Há uma semana todos assistimos o episódio ocorrido durante o jogo de
futebol entre as equipes do vasco e do atlético paranaense realizado na
conhecida Arena Joinville na cidade que leva o mesmo nome e válido pelo
campeonato brasileiro da série A.
Resolvi esperar pelo menos uma semana para escrever a respeito no
sentido de aguardar comentários e mais detalhes sobre o ocorrido, principalmente
sobre a postura da polícia, dirigentes, Ministério Público, autoridades e a
sociedade em geral, para somente à partir daí emitir opinião.
Na ocasião já me manifestei através do facebook e do twitter (@MARLONTEZA) deixando
claro algumas posições, principalmente dos equívocos tanto da Polícia Militar
local quanto do Ministério Público também local.
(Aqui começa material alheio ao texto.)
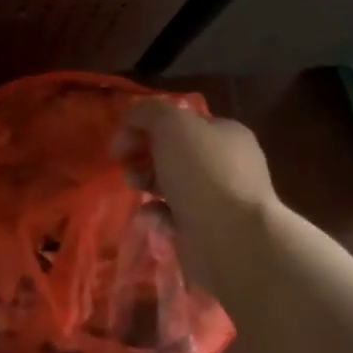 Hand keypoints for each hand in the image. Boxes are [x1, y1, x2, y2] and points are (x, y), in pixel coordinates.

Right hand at [113, 98, 276, 294]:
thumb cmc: (203, 174)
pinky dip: (157, 215)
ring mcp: (217, 199)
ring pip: (170, 185)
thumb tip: (134, 120)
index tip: (121, 141)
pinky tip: (152, 217)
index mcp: (224, 134)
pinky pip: (172, 216)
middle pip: (173, 154)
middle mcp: (225, 164)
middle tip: (125, 165)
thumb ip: (149, 113)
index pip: (180, 122)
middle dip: (143, 156)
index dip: (146, 127)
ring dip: (146, 183)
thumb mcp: (172, 125)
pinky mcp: (205, 230)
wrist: (231, 239)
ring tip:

É bom salientar que tais
equívocos só não resultaram em mal maior por sorte ou interferência “divina”
(para aqueles que em Deus acreditam) tal a dimensão que os confrontos no
interior do estádio (arquibancadas) tomaram.
Já escrevi sobre isso neste blog em junho deste ano em artigo
intitulado COPA DO MUNDO DE 2014 – LEGADO NEGATIVO PARA A SEGURANÇA PÚBLICA
BRASILEIRA -http://marlonteza.blogspot.com.br/2013/06/copa-do-mundo-2014-legado-negativo-para.html
Como já mencionei uma série de equívocos, em meu entender, ocasionaram
os tristes episódios registrados pelas câmeras de televisão, imagens as quais rodaram
todo o mundo, e tentarei rapidamente discorrer nesta postagem.
Gostemos ou não o ESTATUTO DO TORCEDOR - Lei Federal 10.671/2003 - que
regula vários aspectos das competições desportivas no território nacional
(todas as competições não só o futebol), no que tange a segurança dos eventos,
dispõe o seguinte:
Art. 14. Sem prejuízo do disposto nos arts. 12 a 14 da Lei nº 8.078, de 11
de setembro de 1990, a
responsabilidade pela segurança do torcedor em evento esportivo é da entidade
de prática desportiva detentora do mando de jogo e de seus dirigentes, que
deverão:
I – solicitar ao Poder Público competente a presença de agentes públicos de segurança, devidamente identificados, responsáveis pela segurança dos torcedores dentro e fora dos estádios e demais locais de eventos desportivos. (grifado)
Ora, quem
são os agentes públicos devidamente identificados?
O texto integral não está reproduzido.